Neuer Beitrag in der NVwZ

Im Juli erscheint in der NVwZ mein Beitrag „Abgas als Abfall“ (NVwZ 2018, 956-959). Darin befasse ich mich mit folgender Fragestellung (Abstract):

Abgase aus industriellen Prozessen werden in der Genehmigungs- und Überwachungspraxis meist ausschließlich nach Immissionsschutzrecht beurteilt. Dabei ist das Verhältnis zwischen Luftreinhaltungs- und Kreislaufwirtschaftsrecht keineswegs abschließend geklärt. Tatsächlich lässt sich mit den existierenden Normen kaum begründen, weshalb für Abgase nicht auch das Abfallrecht gelten soll. Dessen Anwendung hätte allerdings potentiell dramatische Folgen für Anlagenbetreiber. Der vorliegende Beitrag untersucht, ob sie durch Auslegung und Anwendung der bestehenden Vorschriften abgewendet werden kann.

EU zu Klimaeffekten von Landnutzung und Forstwirtschaft (LULUCF)

Am 14. Mai hat der Rat der Europäischen Union eine neue Verordnung über die Einbeziehung der Emissionen und des Abbaus von Treibhausgasen aus Landnutzung, Landnutzungsänderungen und Forstwirtschaft (LULUCF) verabschiedet. Sie verpflichtet Mitgliedsstaaten mit sofortiger Wirkung (Inkrafttreten: 20 Tage nach Veröffentlichung im Amtsblatt), Treibhausgasemissionen aus den genannten Aktivitäten vollständig auszugleichen.

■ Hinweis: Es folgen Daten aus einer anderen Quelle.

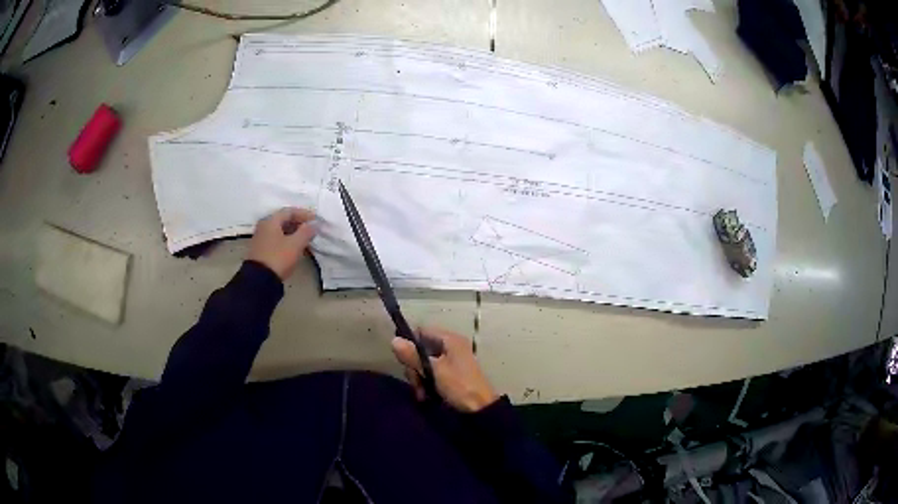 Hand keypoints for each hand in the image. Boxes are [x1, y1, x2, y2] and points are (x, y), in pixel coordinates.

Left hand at [248, 207, 317, 279]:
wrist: (259, 280)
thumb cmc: (278, 257)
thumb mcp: (295, 244)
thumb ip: (306, 232)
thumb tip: (314, 224)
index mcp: (271, 221)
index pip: (289, 211)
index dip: (304, 214)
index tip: (316, 220)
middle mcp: (263, 226)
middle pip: (283, 220)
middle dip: (299, 224)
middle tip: (311, 230)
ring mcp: (260, 238)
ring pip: (280, 231)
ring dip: (293, 233)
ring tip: (305, 240)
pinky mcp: (260, 250)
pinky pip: (276, 240)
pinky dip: (286, 240)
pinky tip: (294, 248)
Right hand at [392, 327, 498, 412]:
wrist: (479, 409)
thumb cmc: (459, 385)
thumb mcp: (434, 370)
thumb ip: (413, 356)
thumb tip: (394, 340)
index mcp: (450, 340)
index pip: (423, 331)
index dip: (409, 341)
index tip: (402, 357)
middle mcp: (450, 347)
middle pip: (421, 350)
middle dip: (414, 367)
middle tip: (415, 382)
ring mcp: (451, 362)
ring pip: (424, 364)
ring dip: (419, 379)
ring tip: (421, 393)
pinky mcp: (450, 376)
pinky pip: (432, 375)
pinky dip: (426, 384)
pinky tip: (425, 396) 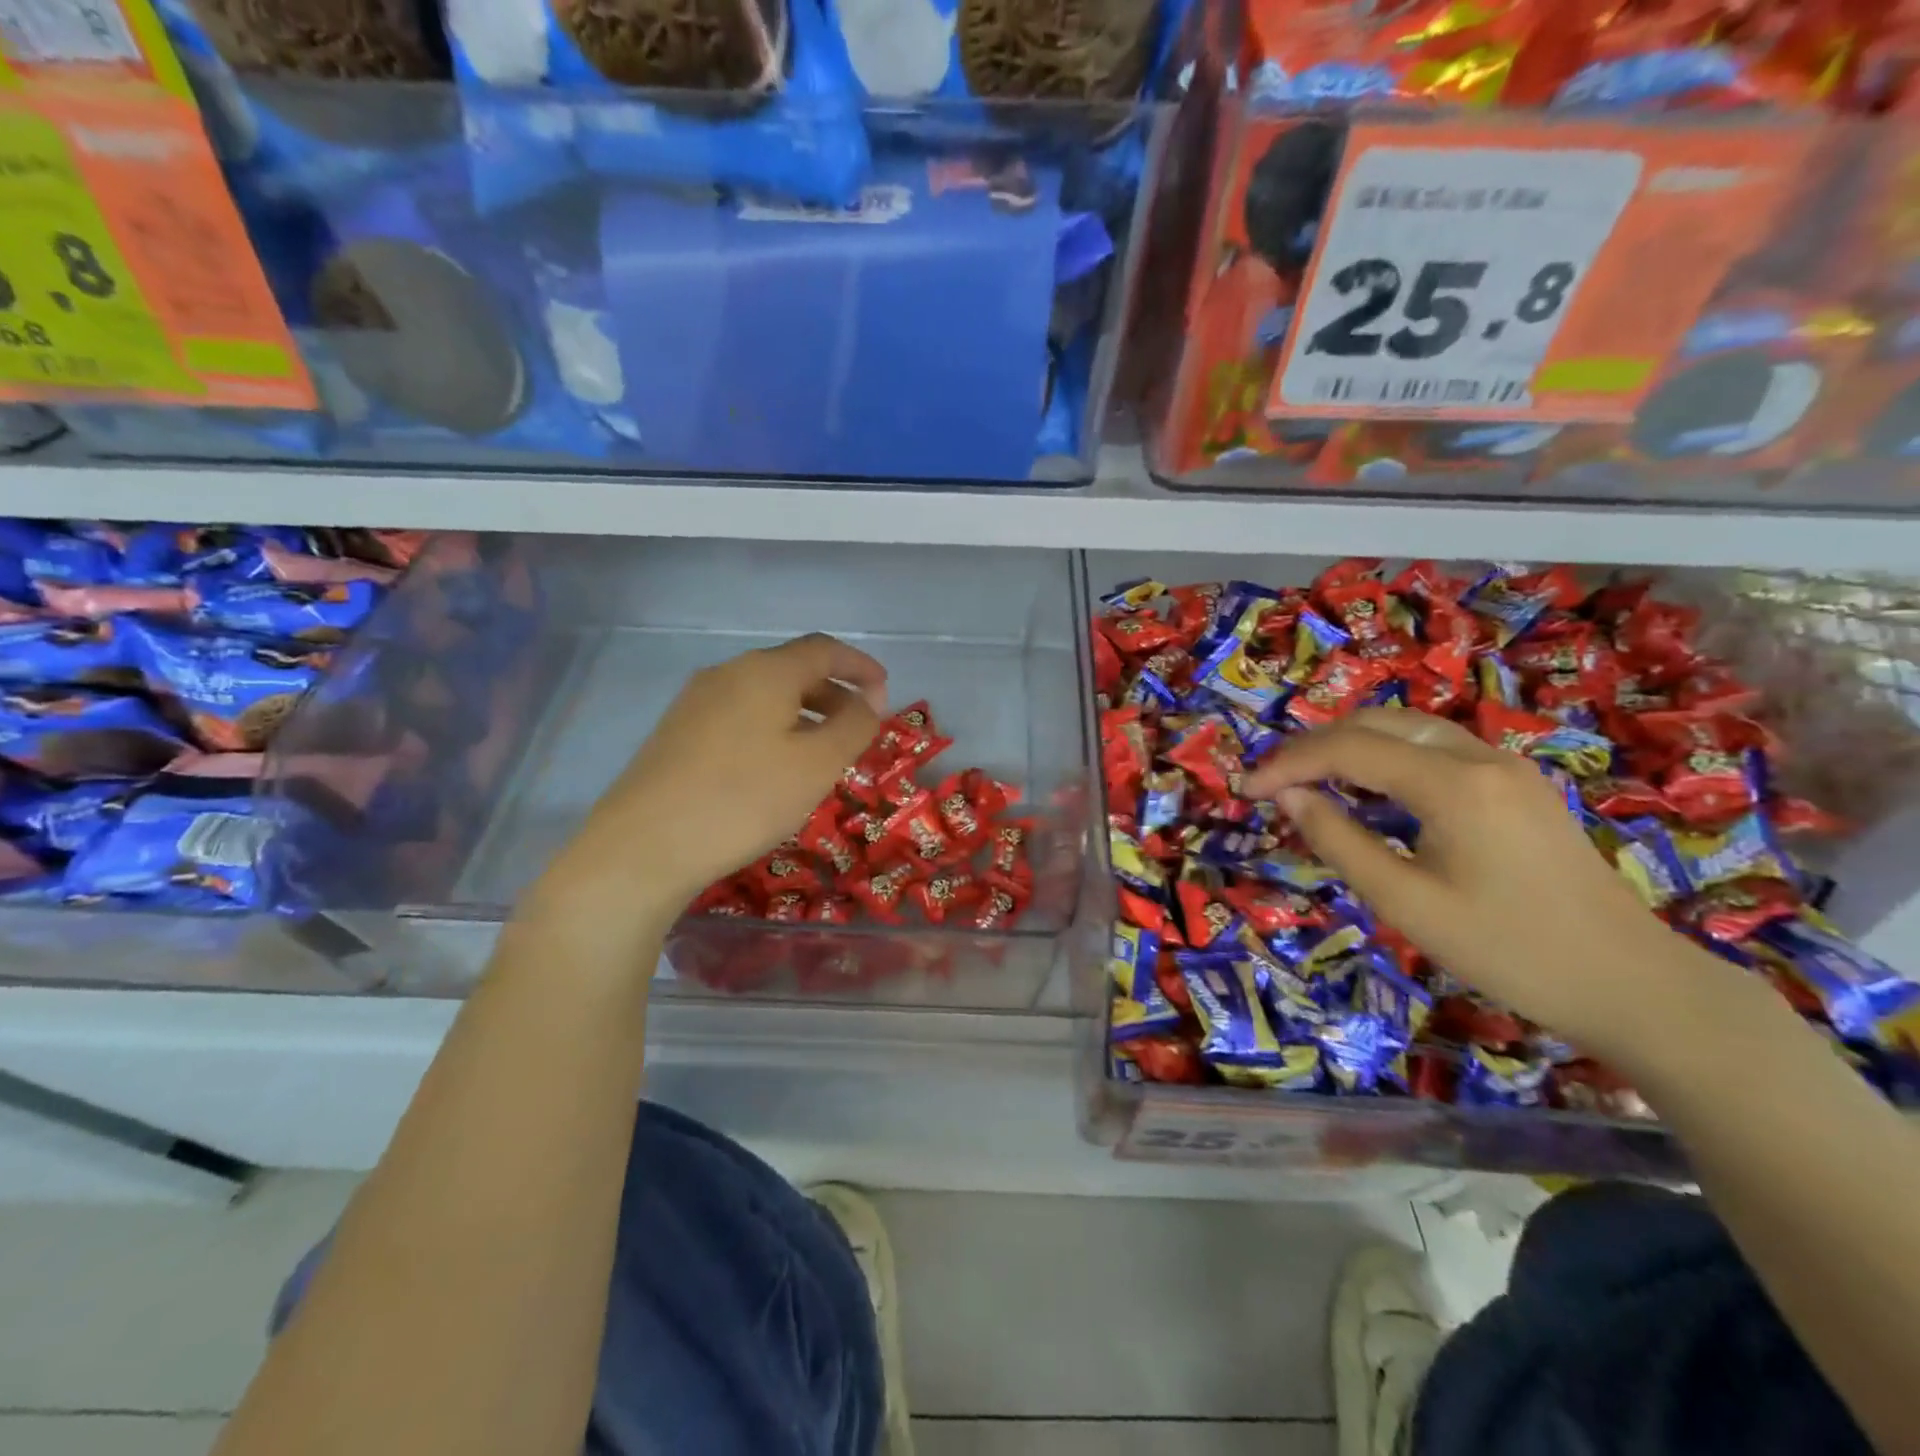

Die erste Verpflichtungsperiode beginnt 2021. Bis dahin müssen noch diverse Umsetzungsrechtsakte auf EU-Ebene verabschiedet werden. Dies kann erst geschehen, wenn die Verordnung tatsächlich in Kraft getreten ist. Seit kurzem konsultieren die Mitgliedstaaten und die Kommission nun eine Überarbeitung der Register-Verordnung (Delegierter Rechtsakt), die neben der dem Register für den EU-ETS auch die Registerführung unter der Effort-Sharing-Verordnung und der LULUCF-VO regelt.